What is being asked —
Your answer should consist of all lines in the listing that hold the word "roads".

Supplied records —
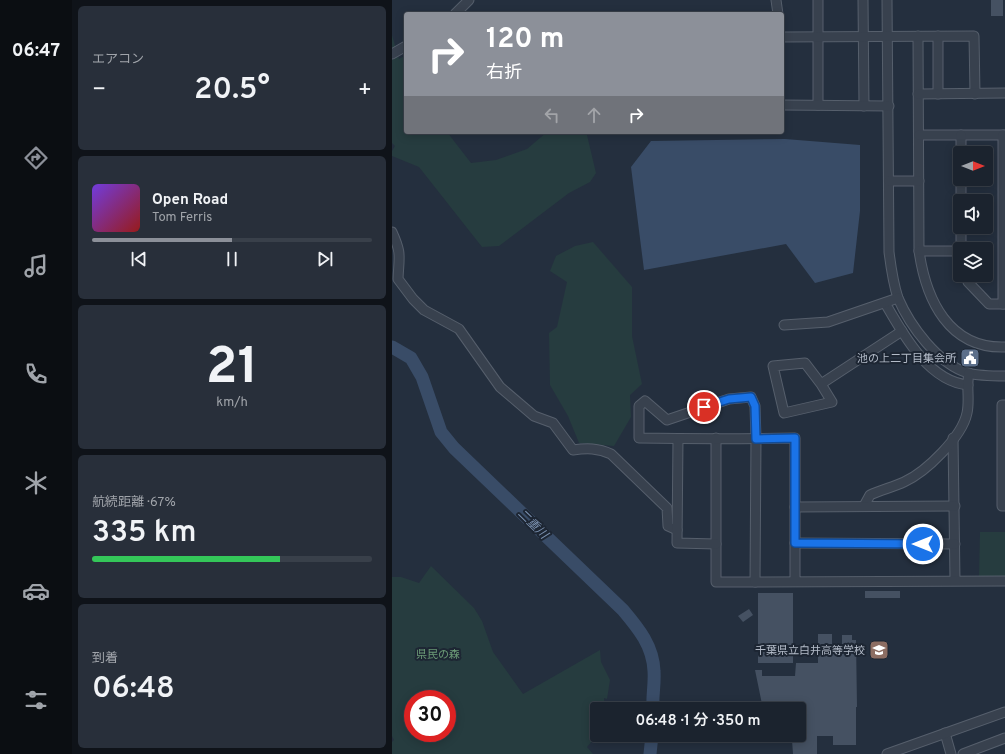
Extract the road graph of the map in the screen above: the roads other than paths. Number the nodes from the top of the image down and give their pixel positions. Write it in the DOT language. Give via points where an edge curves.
graph roads {
  1 [pos="469,0"];
  2 [pos="776,0"];
  3 [pos="818,0"];
  4 [pos="863,0"];
  5 [pos="888,0"];
  6 [pos="457,12"];
  7 [pos="778,12"];
  8 [pos="888,36"];
  9 [pos="918,36"];
  10 [pos="938,36"];
  11 [pos="784,37"];
  12 [pos="818,37"];
  13 [pos="863,37"];
  14 [pos="404,47"];
  15 [pos="392,54"];
  16 [pos="1005,93"];
  17 [pos="918,94"];
  18 [pos="938,94"];
  19 [pos="975,94"];
  20 [pos="784,105"];
  21 [pos="818,105"];
  22 [pos="864,106"];
  23 [pos="889,106"];
  24 [pos="919,135"];
  25 [pos="960,135"];
  26 [pos="1004,135"];
  27 [pos="961,146"];
  28 [pos="889,181"];
  29 [pos="919,181"];
  30 [pos="392,232"];
  31 [pos="953,250"];
  32 [pos="919,251"];
  33 [pos="968,282"];
  34 [pos="898,298"];
  35 [pos="885,303"];
  36 [pos="1004,304"];
  37 [pos="784,325"];
  38 [pos="902,331"];
  39 [pos="1005,347"];
  40 [pos="969,373"];
  41 [pos="1005,376"];
  42 [pos="821,384"];
  43 [pos="968,385"];
  44 [pos="1005,405"];
  45 [pos="716,438"];
  46 [pos="953,438"];
  47 [pos="678,439"];
  48 [pos="756,439"];
  49 [pos="864,506"];
  50 [pos="955,506"];
  51 [pos="1005,506"];
  52 [pos="795,507"];
  53 [pos="677,530"];
  54 [pos="795,543"];
  55 [pos="716,544"];
  56 [pos="955,544"];
  57 [pos="955,580"];
  58 [pos="1005,581"];
  59 [pos="755,582"];
  60 [pos="795,582"];
  61 [pos="1005,712"];
  62 [pos="945,733"];
  63 [pos="1005,738"];
  64 [pos="887,754"];
  65 [pos="951,754"];
  66 [pos="963,754"];
  1 -- 6 [label="street"];
  2 -- 7 [label="street"];
  3 -- 12 [label="street"];
  4 -- 13 [label="street"];
  5 -- 8 [label="street"];
  8 -- 9 [label="street"];
  8 -- 13 [label="street"];
  8 -- 23 [label="street"];
  9 -- 10 [label="street"];
  9 -- 17 [label="street"];
  10 -- 18 [label="street"];
  10 -- 19 [label="street" via="974,36"];
  11 -- 12 [label="street"];
  12 -- 13 [label="street"];
  12 -- 21 [label="street"];
  13 -- 22 [label="street"];
  14 -- 15 [label="street"];
  16 -- 19 [label="street"];
  17 -- 18 [label="street"];
  17 -- 24 [label="street"];
  18 -- 19 [label="street"];
  20 -- 21 [label="street"];
  21 -- 22 [label="street"];
  22 -- 23 [label="street"];
  23 -- 28 [label="street"];
  24 -- 25 [label="street"];
  24 -- 29 [label="street"];
  25 -- 26 [label="street"];
  25 -- 27 [label="street"];
  26 -- 36 [label="street"];
  28 -- 29 [label="street"];
  28 -- 34 [label="street" via="889,252"];
  29 -- 32 [label="street"];
  30 -- 53 [label="street" via="400,251 398,279 413,299 424,310 459,329 500,386 534,416 552,423 573,450 588,448 611,454 667,508 668,526"];
  31 -- 32 [label="street"];
  32 -- 39 [label="street" via="928,292 936,308 955,330 967,340 983,346"];
  33 -- 36 [label="street" via="988,304"];
  34 -- 35 [label="street"];
  34 -- 40 [label="street" via="917,331 931,348 954,367"];
  35 -- 37 [label="street" via="828,322"];
  35 -- 38 [label="street"];
  38 -- 42 [label="street"];
  38 -- 43 [label="street" via="928,364 942,376"];
  40 -- 41 [label="street"];
  40 -- 43 [label="street"];
  42 -- 42 [label="street" via="832,402 784,413 773,366 805,363"];
  43 -- 46 [label="street" via="967,413"];
  44 -- 51 [label="street" via="1002,405 1002,506"];
  45 -- 47 [label="street"];
  45 -- 48 [label="street"];
  45 -- 55 [label="street"];
  46 -- 49 [label="street" via="922,471 904,482 870,495"];
  46 -- 50 [label="street"];
  47 -- 48 [label="street" via="639,438 639,406 645,401 667,420 729,399 751,397 755,406"];
  47 -- 53 [label="street"];
  48 -- 52 [label="street" via="795,438"];
  48 -- 59 [label="street"];
  49 -- 50 [label="street"];
  49 -- 52 [label="street"];
  50 -- 56 [label="street"];
  52 -- 54 [label="street"];
  53 -- 55 [label="street" via="677,543"];
  54 -- 56 [label="street"];
  54 -- 60 [label="street"];
  55 -- 59 [label="street" via="716,582"];
  56 -- 57 [label="street"];
  57 -- 58 [label="street"];
  57 -- 60 [label="street"];
  59 -- 60 [label="street"];
  61 -- 62 [label="street"];
  62 -- 64 [label="street"];
  62 -- 65 [label="street"];
  63 -- 66 [label="street"];
}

Task output —
Extract the road graph of the map in the screen above: the roads other than paths. Number the nodes from the top of the image down and give their pixel positions. Write it in the DOT language. Give via points where an edge curves.
graph roads {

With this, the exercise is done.